Former county resident died in California fires
Linda Tunis lived near West Palm Beach before heading west.
Linda Tunis, 69, who lived in Golden Lakes, moved to Santa Rosa to be near her family.
WEST PALM BEACH — A former suburban West Palm Beach woman is among those killed by wildfires in Northern California that have taken the lives of 41 people as of Monday.
Linda Tunis, 69, died after fire engulfed the mobile-home community where she lived in Santa Rosa, her son confirmed Monday.
Tunis apparently got trapped in her home in the early morning hours of Oct. 9, making a final desperate phone call to her daughter.
“I’m going to die,” Jessica Tunis told the Associated Press, repeating her mother’s last words. Linda Tunis’ phone then went dead.

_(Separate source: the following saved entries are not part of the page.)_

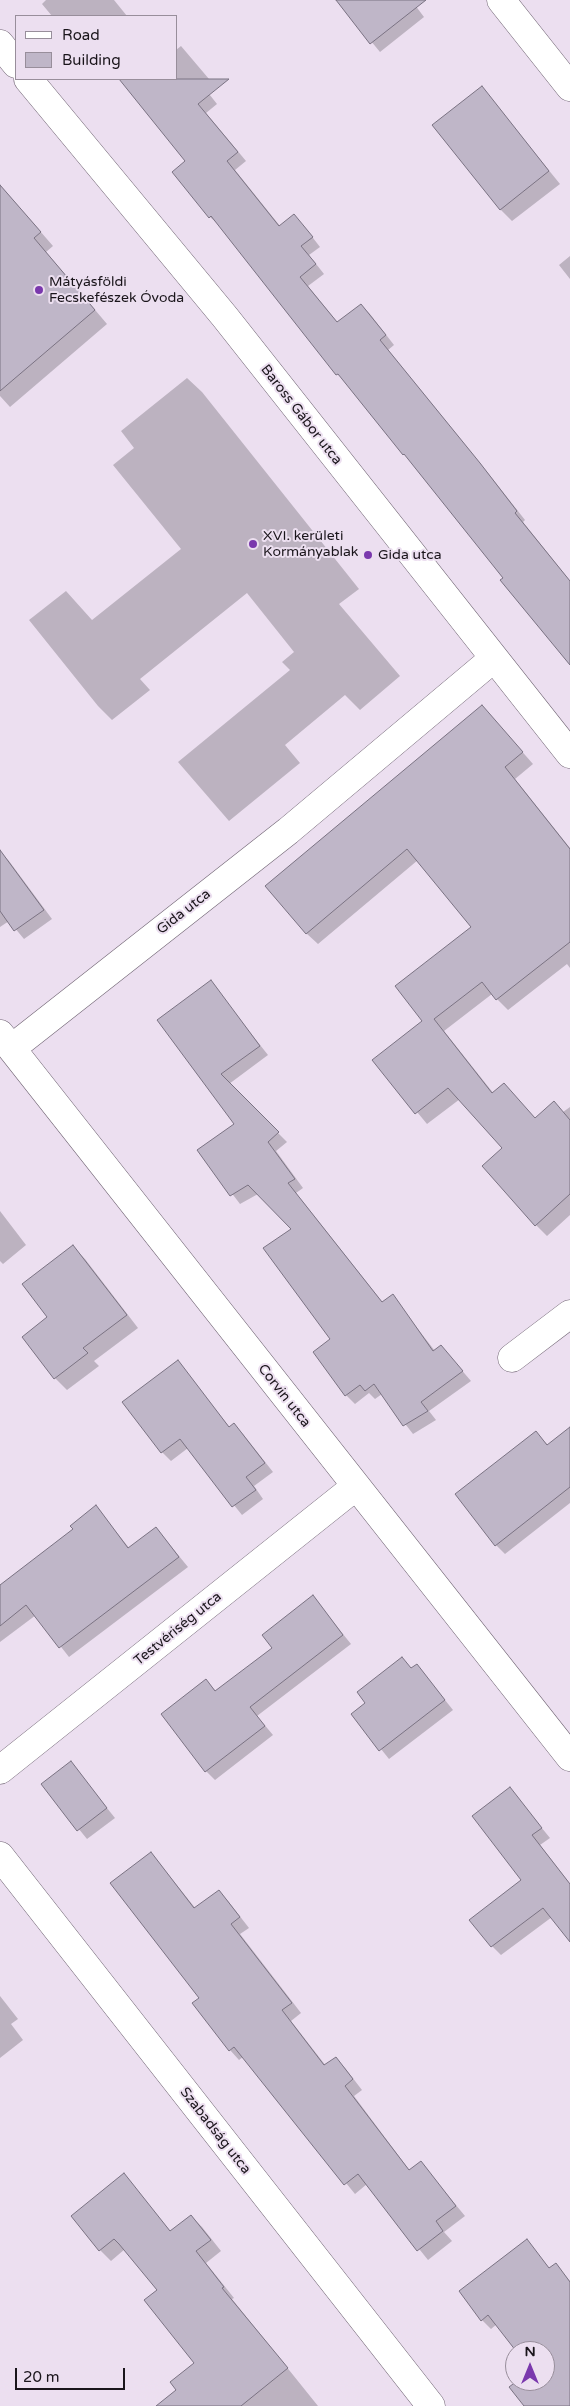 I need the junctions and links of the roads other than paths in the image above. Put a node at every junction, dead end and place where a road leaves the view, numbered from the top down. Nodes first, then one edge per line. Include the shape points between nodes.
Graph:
1 (501, 0) edge
2 (0, 44) edge
3 (15, 63) edge
4 (29, 80) edge
5 (570, 87) edge
6 (493, 659) junction
7 (570, 754) edge
8 (6, 1041) edge
9 (570, 1314) edge
10 (512, 1358) dead end
11 (356, 1487) junction
12 (570, 1757) edge
13 (0, 1770) edge
14 (0, 1856) edge
15 (430, 2406) edge

1 - 5 street
2 - 3 street
4 - 6 street, Baross Gábor utca via 225,317
6 - 7 street, Baross Gábor utca
6 - 8 street, Gida utca via 288,831
8 - 11 street, Corvin utca
9 - 10 street
11 - 12 street, Corvin utca
11 - 13 street, Testvériség utca
14 - 15 street, Szabadság utca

After searching at multiple hospitals, Robert Tunis found his mother’s body in the remains of her residence. An Associated Press photo of the area where Linda Tunis’ home stood shows little except charred debris.
During a brief phone interview Monday, Robert Tunis confirmed that his mother once lived near West Palm Beach and that she died in the fire at the Journey’s End Mobile Home Park, a retirement community about 60 miles north of San Francisco where the remains of at least one other person have been found.
Records show that Linda Tunis owned a home on the 100 block of Lake Carol Drive in Golden
Lakes, a community west of the West Palm Beach city limits, until selling it in May 2016.
Jessica Tunis told the San Francisco Chronicle that her mother had moved there from West Palm Beach in January to be closer to her family. She had a series of health issues, including a stroke and high blood pressure, and had lost her sight in one eye, but remained staunchly independent, her daughter said.
“My mother’s remains have been found at her home at Journey’s End,” Jessica Tunis posted on her Facebook page last week. “May she rest in peace. my sweet Momma.”
More than 6,000 homes and businesses have been destroyed in California’s wine country region, and the 41 people killed make them the deadliest wildfires in state history.